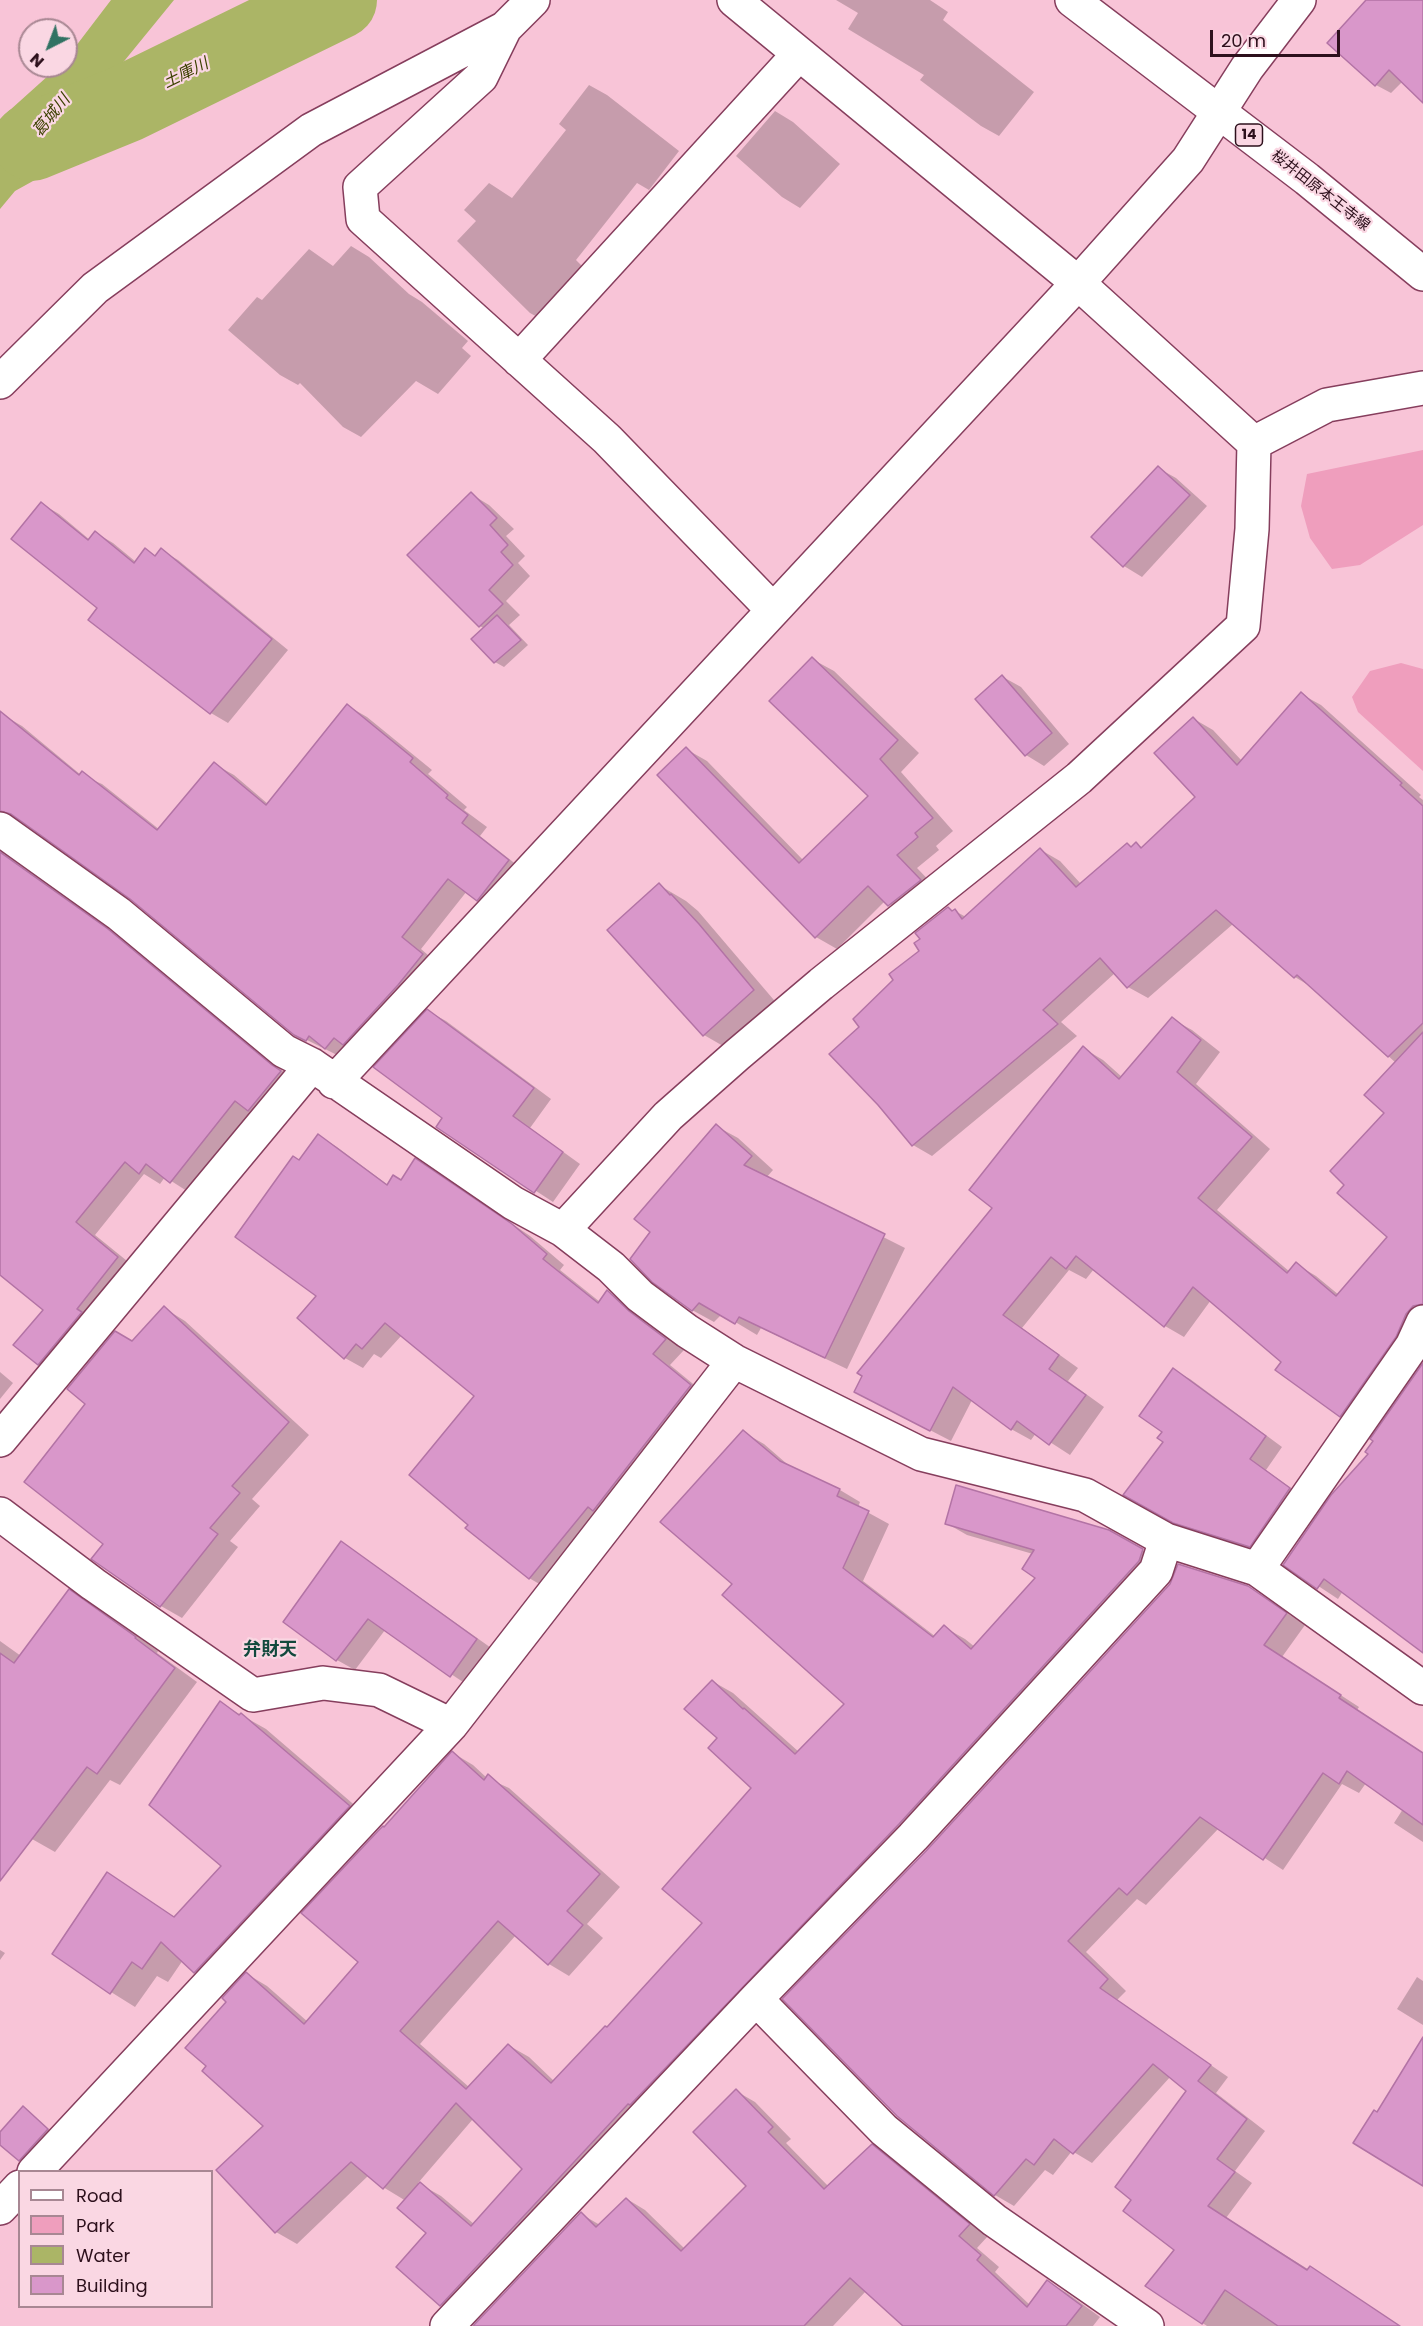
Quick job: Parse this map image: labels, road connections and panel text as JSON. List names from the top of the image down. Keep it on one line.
{"streets":{"street":["14","桜井田原本王寺線"]},"districts":["弁財天"],"water":["土庫川","葛城川"],"legend":["Road","Park","Water","Building"],"scale_bar":"20 m","north":"bottom left"}
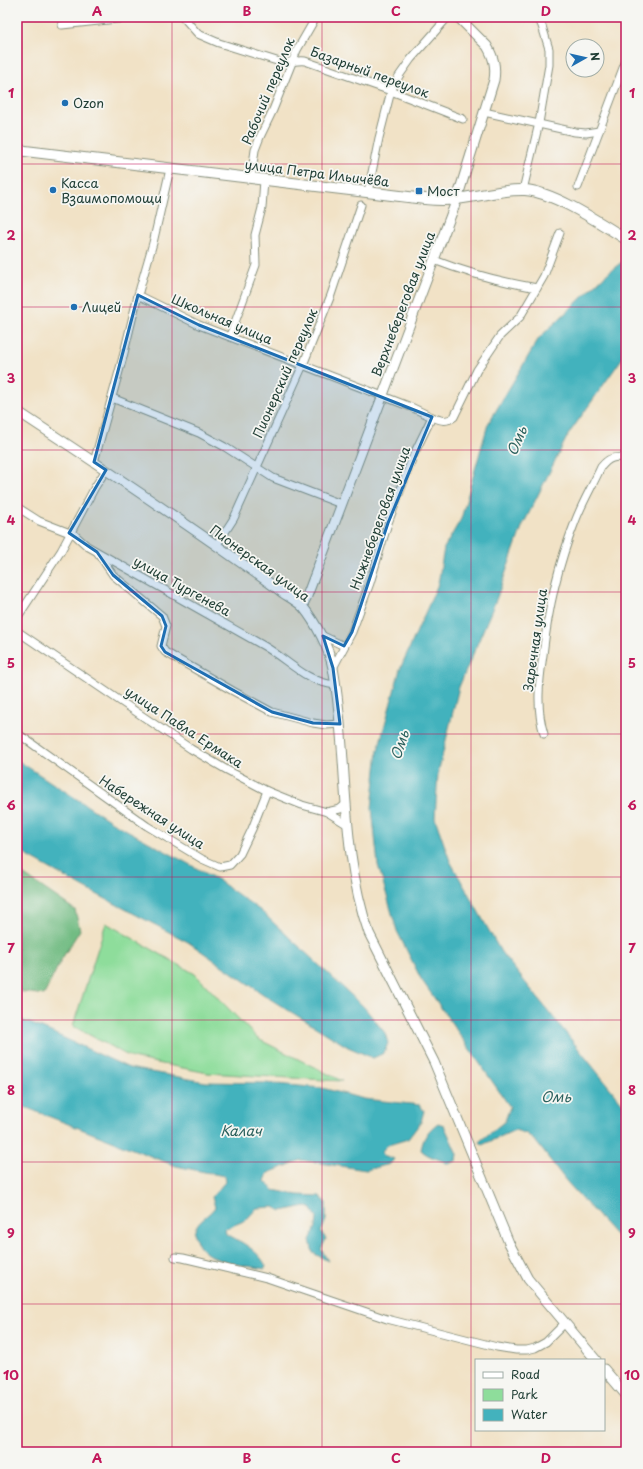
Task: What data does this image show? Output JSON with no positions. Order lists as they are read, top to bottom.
{
  "streets": {
    "main road": ["улица Петра Ильичёва"],
    "street": [
      "Базарный переулок",
      "Рабочий переулок",
      "Верхнебереговая улица",
      "Школьная улица",
      "Пионерский переулок",
      "Нижнебереговая улица",
      "Пионерская улица",
      "улица Тургенева",
      "Заречная улица",
      "улица Павла Ермака",
      "Набережная улица"
    ]
  },
  "crossings": [
    ["Базарный переулок", "Рабочий переулок"],
    ["Рабочий переулок", "улица Петра Ильичёва"],
    ["улица Петра Ильичёва", "Верхнебереговая улица"],
    ["Верхнебереговая улица", "Школьная улица"],
    ["Верхнебереговая улица", "Пионерская улица"],
    ["Школьная улица", "Пионерский переулок"],
    ["Школьная улица", "Нижнебереговая улица"],
    ["Пионерский переулок", "Пионерская улица"],
    ["Нижнебереговая улица", "Пионерская улица"],
    ["Пионерская улица", "улица Тургенева"],
    ["Пионерская улица", "улица Павла Ермака"],
    ["улица Павла Ермака", "Набережная улица"]
  ],
  "water": ["Омь", "Калач"],
  "places": {
    "other": ["Ozon", "Касса Взаимопомощи", "Лицей"],
    "transit": ["Мост"]
  },
  "legend": ["Road", "Park", "Water"],
  "north": "right",
  "grid": {
    "columns": [
      "A",
      "B",
      "C",
      "D"
    ],
    "rows": [
      "1",
      "2",
      "3",
      "4",
      "5",
      "6",
      "7",
      "8",
      "9",
      "10"
    ]
  }
}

:: Work instruction ::
Tally the lines of the material above that include the string "Ермака", then give only the tally.

:: Exercise output ::
3